Let $\bar x =(x_1+\cdots+x_n)/n$ be the sample mean. Then \begin{align} \sum_{i=1}^n (x_i - \mu)^2 & = \sum_{i=1}^n ((x_i-\bar x) + (\bar x - \mu))^2 \\[10pt] & = \sum_{i=1}^n \Big( (x_i-\bar x)^2 + 2(x_i-\bar x)(\bar x-\mu) + (\bar x - \mu)^2) \\[10pt] & = \left( \sum_{i=1}^n (x_i-\bar x)^2 \right) + \left( 2 (\bar x - \mu) \underbrace{\sum_{i=1}^n (x_i-\bar x)}_\text{This sum is 0.} \right) + n(\bar x - \mu)^2 \\[10pt] & = n(\bar x - \mu)^2 + (\text{something not depending on }\mu). \end{align} This first expression in the display above --- the sum of squares of deviations from $\mu$ --- is thus shown to be equal to the last expression, an increasing function of the square of the absolute difference between the population mean $\mu$ and the sample mean $\bar x$. The last expression is clearly minimized by $\mu=\bar x$; therefore the sample mean $\bar x$ is the least squares estimator of the population mean $\mu$. And you appear to have computed it correctly.

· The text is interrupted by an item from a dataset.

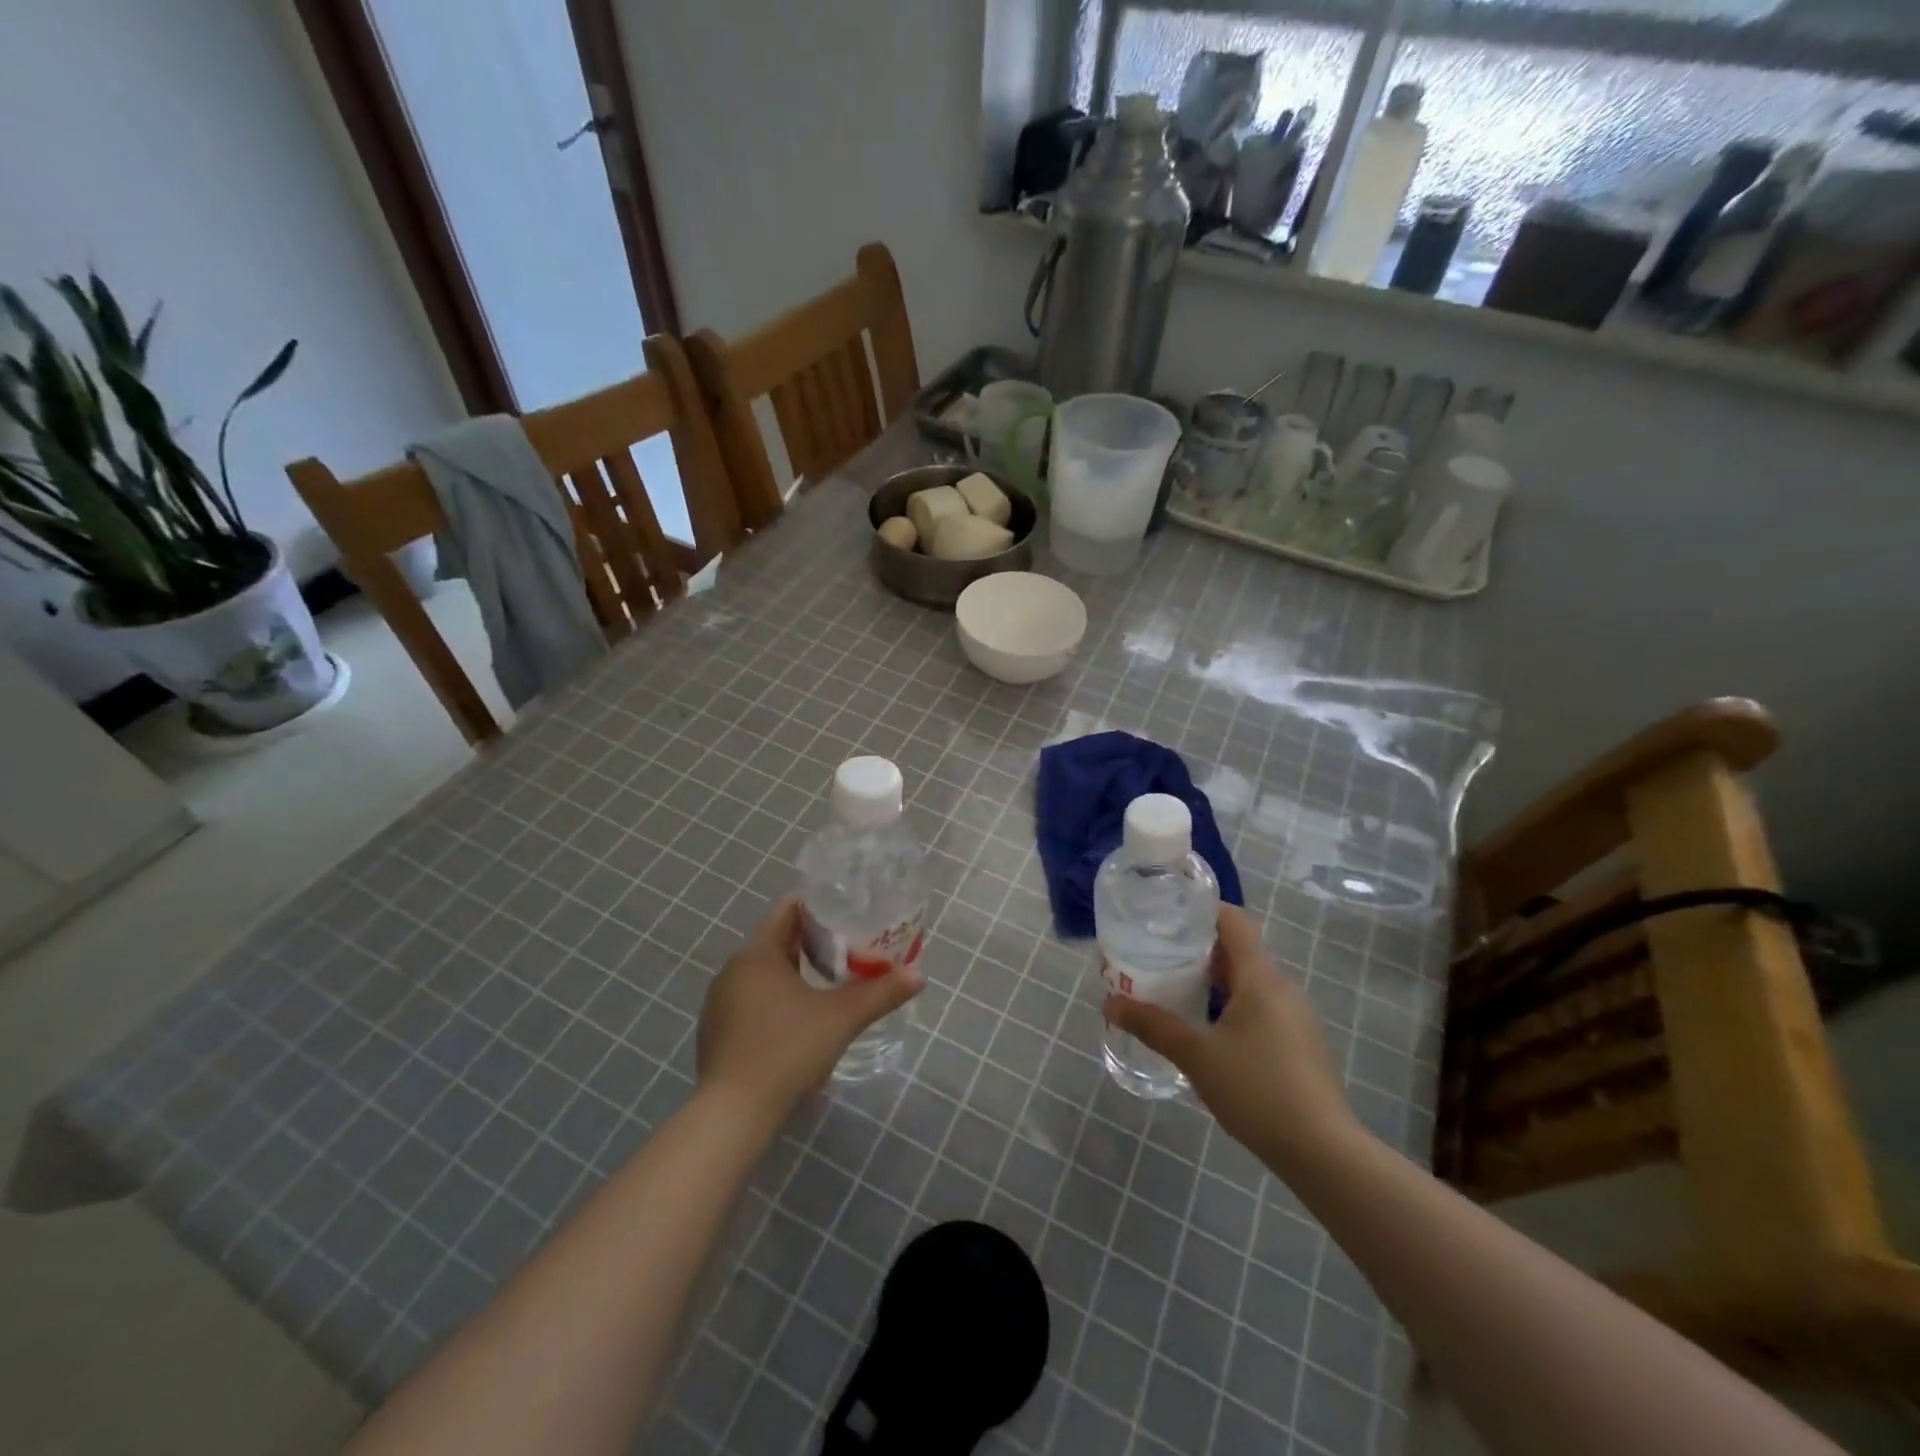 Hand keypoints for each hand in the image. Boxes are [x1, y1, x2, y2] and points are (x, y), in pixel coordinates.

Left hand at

Let us note, however, that $$ \operatorname{E} Y = \operatorname{E}(X^2) = \Big(\operatorname{E} X\Big)^2 + \operatorname{var}(X) = \mu^2 + 1. $$ The sample mean of the $Y$ values, which is the least-squares estimator of the population mean of $Y$, is $2.235$. So if we then solve $\mu^2+1=2.235$ for $\mu$, we get about $1.111306$, apparently coinciding with what you say is the correct value.
However, either way, the maximum-likelihood estimate of $\mu$ is just what you got, the mean of the $X$ values.